Examine each line of the data. Copy the line if it includes the word "street".
** MATERIAL FOR THIS EXERCISE follows **
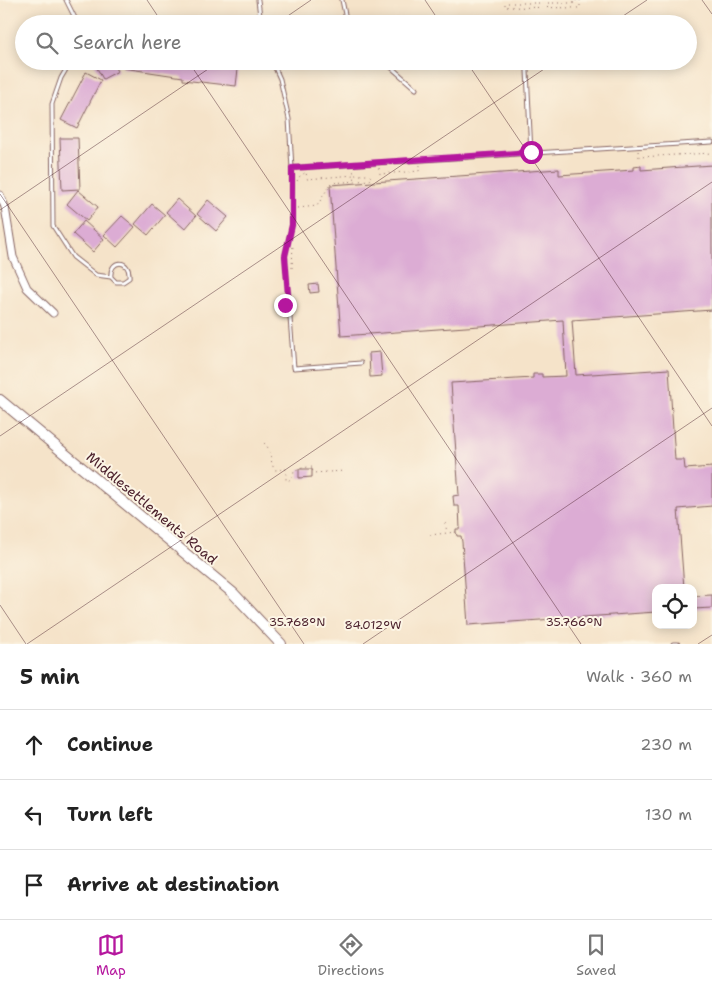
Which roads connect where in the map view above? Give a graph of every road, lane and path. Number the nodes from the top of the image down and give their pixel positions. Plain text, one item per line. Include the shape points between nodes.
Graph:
1 (66, 0) edge
2 (258, 0) edge
3 (342, 0) edge
4 (576, 0) edge
5 (580, 0) edge
6 (74, 15) edge
7 (260, 15) edge
8 (345, 15) edge
9 (66, 70) edge
10 (276, 70) edge
11 (394, 70) edge
12 (527, 71) dead end
13 (416, 89) dead end
14 (712, 142) edge
15 (638, 151) dead end
16 (531, 152) junction
17 (712, 152) edge
18 (428, 165) dead end
19 (292, 168) junction
20 (371, 168) dead end
21 (353, 169) dead end
22 (354, 176) junction
23 (355, 181) junction
24 (296, 186) dead end
25 (0, 195) edge
26 (298, 208) dead end
27 (294, 241) dead end
28 (292, 268) dead end
29 (111, 277) junction
30 (53, 313) dead end
31 (361, 363) dead end
32 (0, 400) edge
33 (264, 443) dead end
34 (345, 471) dead end
35 (445, 523) dead end
36 (456, 532) dead end
37 (447, 533) junction
38 (430, 535) dead end
39 (281, 644) edge
40 (673, 644) edge
41 (678, 644) edge

1 - 6 lane
2 - 7 lane
3 - 8 lane
4 - 5 path via 576,3 505,3 505,7 580,8
9 - 29 lane via 52,104 54,226 73,257 96,275
10 - 19 lane via 289,120
11 - 13 lane
12 - 16 lane
14 - 16 lane
15 - 17 path via 639,158
16 - 19 lane
18 - 20 path via 419,165 419,172 380,174 380,168
19 - 31 lane via 292,225 285,256 294,368
21 - 22 path
22 - 23 path
22 - 23 path via 369,175 372,178
22 - 24 path via 307,179 306,172 298,177
23 - 26 path via 331,183 317,206
25 - 30 street via 13,257 27,288
27 - 28 path
29 - 29 lane via 116,282 124,282 129,278 130,270 120,263 114,265
32 - 39 street, Middlesettlements Road via 233,593
33 - 34 path via 270,450 275,470 286,469 288,482 294,470 302,467 312,466 313,473
35 - 37 path
36 - 37 path
37 - 38 path
40 - 41 lane

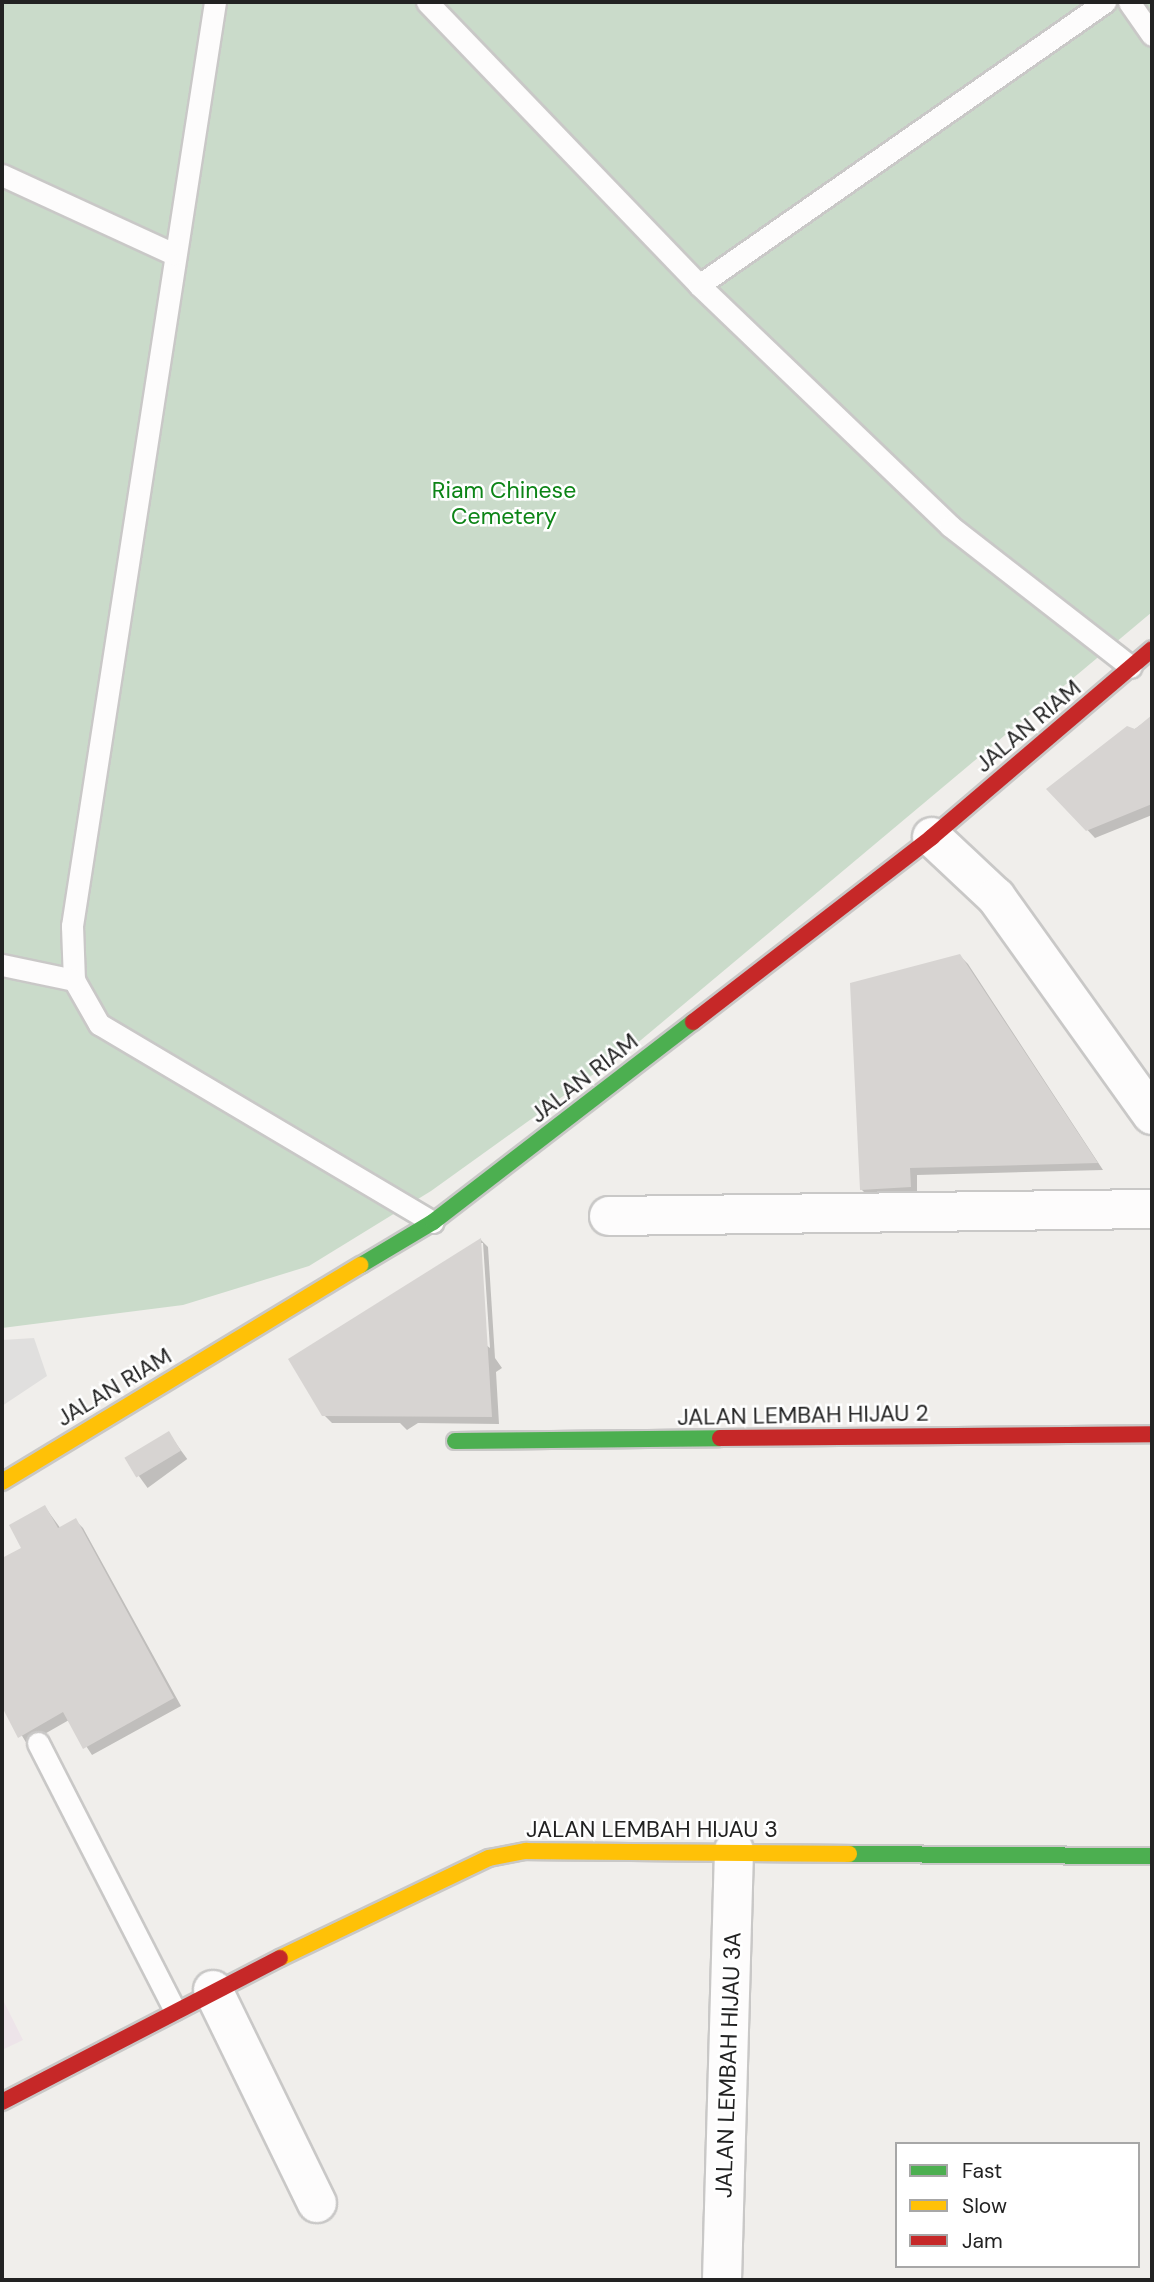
** End of MATERIAL FOR THIS EXERCISE **
ANSWER FOR THIS EXERCISE
25 - 30 street via 13,257 27,288
32 - 39 street, Middlesettlements Road via 233,593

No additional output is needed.